The U.S. military contributes nine of the 16 intelligence agencies whose views are cobbled together in NIEs: the Counterintelligence Field Activity, the Air Force Intelligence, Surveillance and Reconnaissance Agency, Army Intelligence, the Defense Intelligence Agency, the Marine Corps Intelligence Activity, the National Geospatial-Intelligence Agency, the National Reconnaissance Office, the National Security Agency, and the Office of Naval Intelligence. Some critics have suggested that the military simply found a public way to quiet the drumbeat for war coming from Vice President Dick Cheney and his shrinking band of allies in the Administration.

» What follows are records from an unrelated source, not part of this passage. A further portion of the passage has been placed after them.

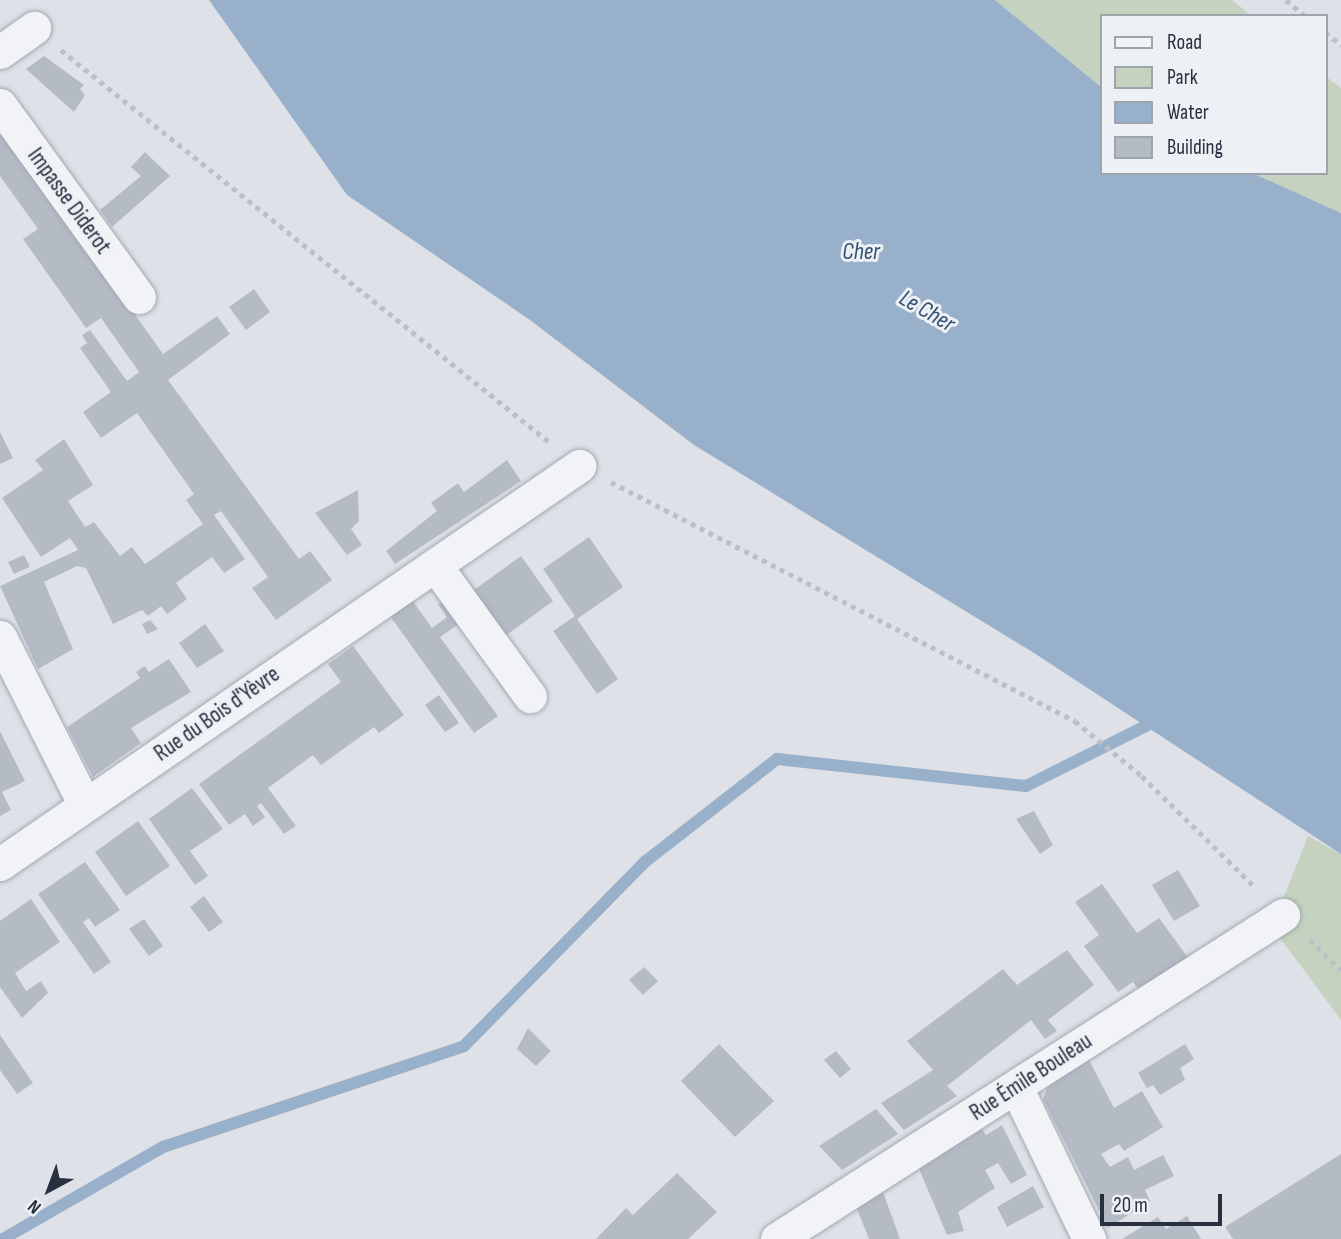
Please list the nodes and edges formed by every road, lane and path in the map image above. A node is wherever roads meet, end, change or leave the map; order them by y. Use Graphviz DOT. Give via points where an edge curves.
graph roads {
  1 [pos="1286,0"];
  2 [pos="1303,14"];
  3 [pos="34,28"];
  4 [pos="1327,34"];
  5 [pos="1341,45"];
  6 [pos="0,52"];
  7 [pos="0,105"];
  8 [pos="139,297"];
  9 [pos="579,466"];
  10 [pos="435,565"];
  11 [pos="0,637"];
  12 [pos="530,696"];
  13 [pos="85,805"];
  14 [pos="0,864"];
  15 [pos="1283,915"];
  16 [pos="1341,970"];
  17 [pos="1016,1087"];
  18 [pos="777,1239"];
  19 [pos="1089,1239"];
  1 -- 2 [label="path"];
  3 -- 6 [label="street"];
  3 -- 9 [label="path"];
  4 -- 5 [label="path"];
  7 -- 8 [label="street, Impasse Diderot"];
  9 -- 10 [label="street, Rue du Bois d'Yèvre"];
  9 -- 15 [label="path" via="1074,720 1142,776"];
  10 -- 12 [label="street"];
  10 -- 13 [label="street, Rue du Bois d'Yèvre"];
  11 -- 13 [label="street"];
  13 -- 14 [label="street, Rue du Bois d'Yèvre"];
  15 -- 16 [label="path"];
  15 -- 17 [label="street, Rue Émile Bouleau"];
  17 -- 18 [label="street, Rue Émile Bouleau"];
  17 -- 19 [label="street"];
}
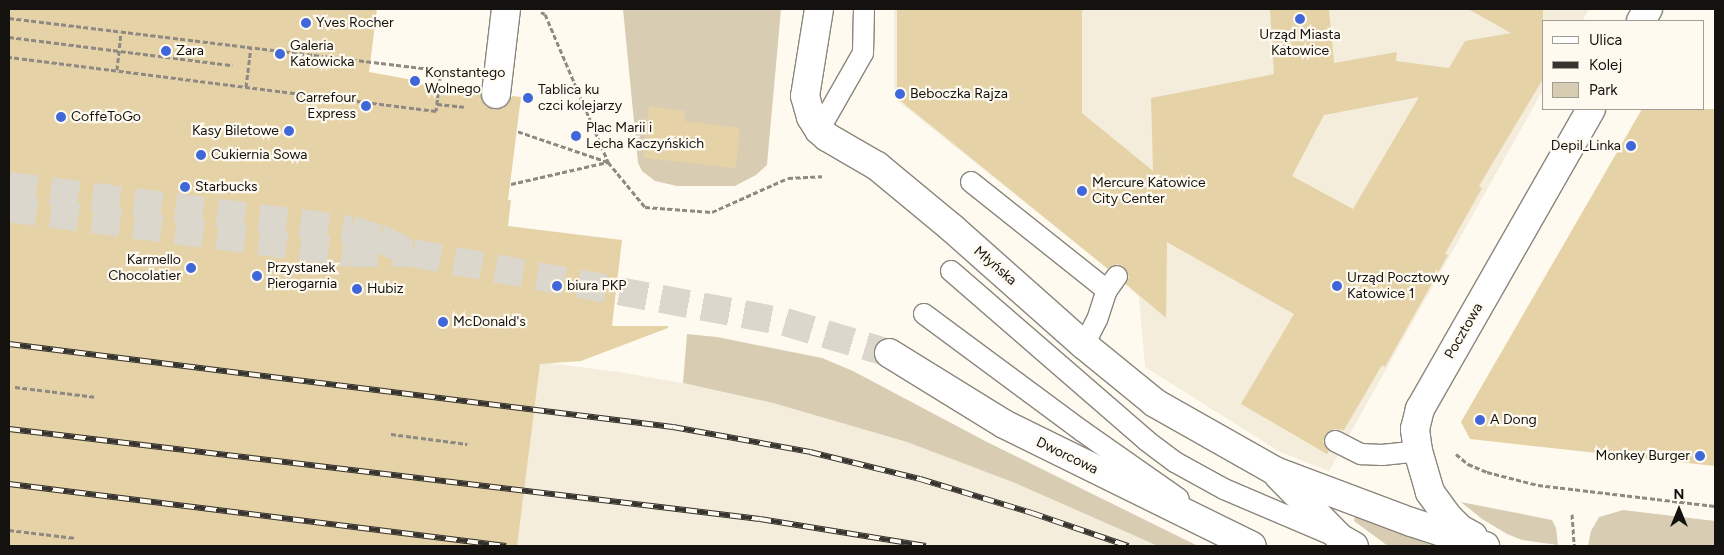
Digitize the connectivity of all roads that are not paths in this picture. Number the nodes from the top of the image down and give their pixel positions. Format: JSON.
{"nodes":[{"id":1,"x":506,"y":9,"type":"edge"},
{"id":2,"x":819,"y":9,"type":"edge"},
{"id":3,"x":864,"y":9,"type":"edge"},
{"id":4,"x":1648,"y":9,"type":"edge"},
{"id":5,"x":1642,"y":20,"type":"edge"},
{"id":6,"x":496,"y":94,"type":"dead end"},
{"id":7,"x":1590,"y":110,"type":"edge"},
{"id":8,"x":819,"y":130,"type":"junction"},
{"id":9,"x":971,"y":182,"type":"dead end"},
{"id":10,"x":951,"y":271,"type":"dead end"},
{"id":11,"x":924,"y":314,"type":"dead end"},
{"id":12,"x":1084,"y":345,"type":"junction"},
{"id":13,"x":890,"y":353,"type":"tunnel mouth"},
{"id":14,"x":1335,"y":441,"type":"dead end"},
{"id":15,"x":1418,"y":451,"type":"junction"},
{"id":16,"x":1275,"y":472,"type":"junction"},
{"id":17,"x":1347,"y":542,"type":"edge"},
{"id":18,"x":1251,"y":546,"type":"edge"},
{"id":19,"x":1487,"y":546,"type":"edge"}],
"edges":[{"from":1,"to":6,"type":"street"},
{"from":2,"to":8,"type":"street","name":"Młyńska"},
{"from":3,"to":8,"type":"lane"},
{"from":4,"to":5,"type":"street"},
{"from":7,"to":15,"type":"street","name":"Pocztowa"},
{"from":8,"to":12,"type":"street","name":"Młyńska"},
{"from":9,"to":12,"type":"lane"},
{"from":10,"to":17,"type":"lane"},
{"from":11,"to":18,"type":"lane"},
{"from":12,"to":16,"type":"street","name":"Młyńska"},
{"from":13,"to":18,"type":"street","name":"Dworcowa"},
{"from":14,"to":15,"type":"lane"},
{"from":15,"to":19,"type":"street","name":"Pocztowa"},
{"from":16,"to":17,"type":"street"},
{"from":16,"to":19,"type":"street"}]}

There was no formal response from the Pentagon. It is evident, however, that the U.S. military, already strained by wars in Afghanistan and Iraq, has no appetite for a third war. That’s true even if a series of strikes against nuclear and other targets inside Iran were carried out by the Air Force and Navy, the two services who have sat, somewhat frustrated, on the sidelines as the Army and Marine Corps has done the heavy lifting in the two wars now under way. Some Pentagon officials welcomed the new NIE as evidence that the intelligence community is not tied to ideology, as some critics argued was true during the buildup to the Iraq war in 2003.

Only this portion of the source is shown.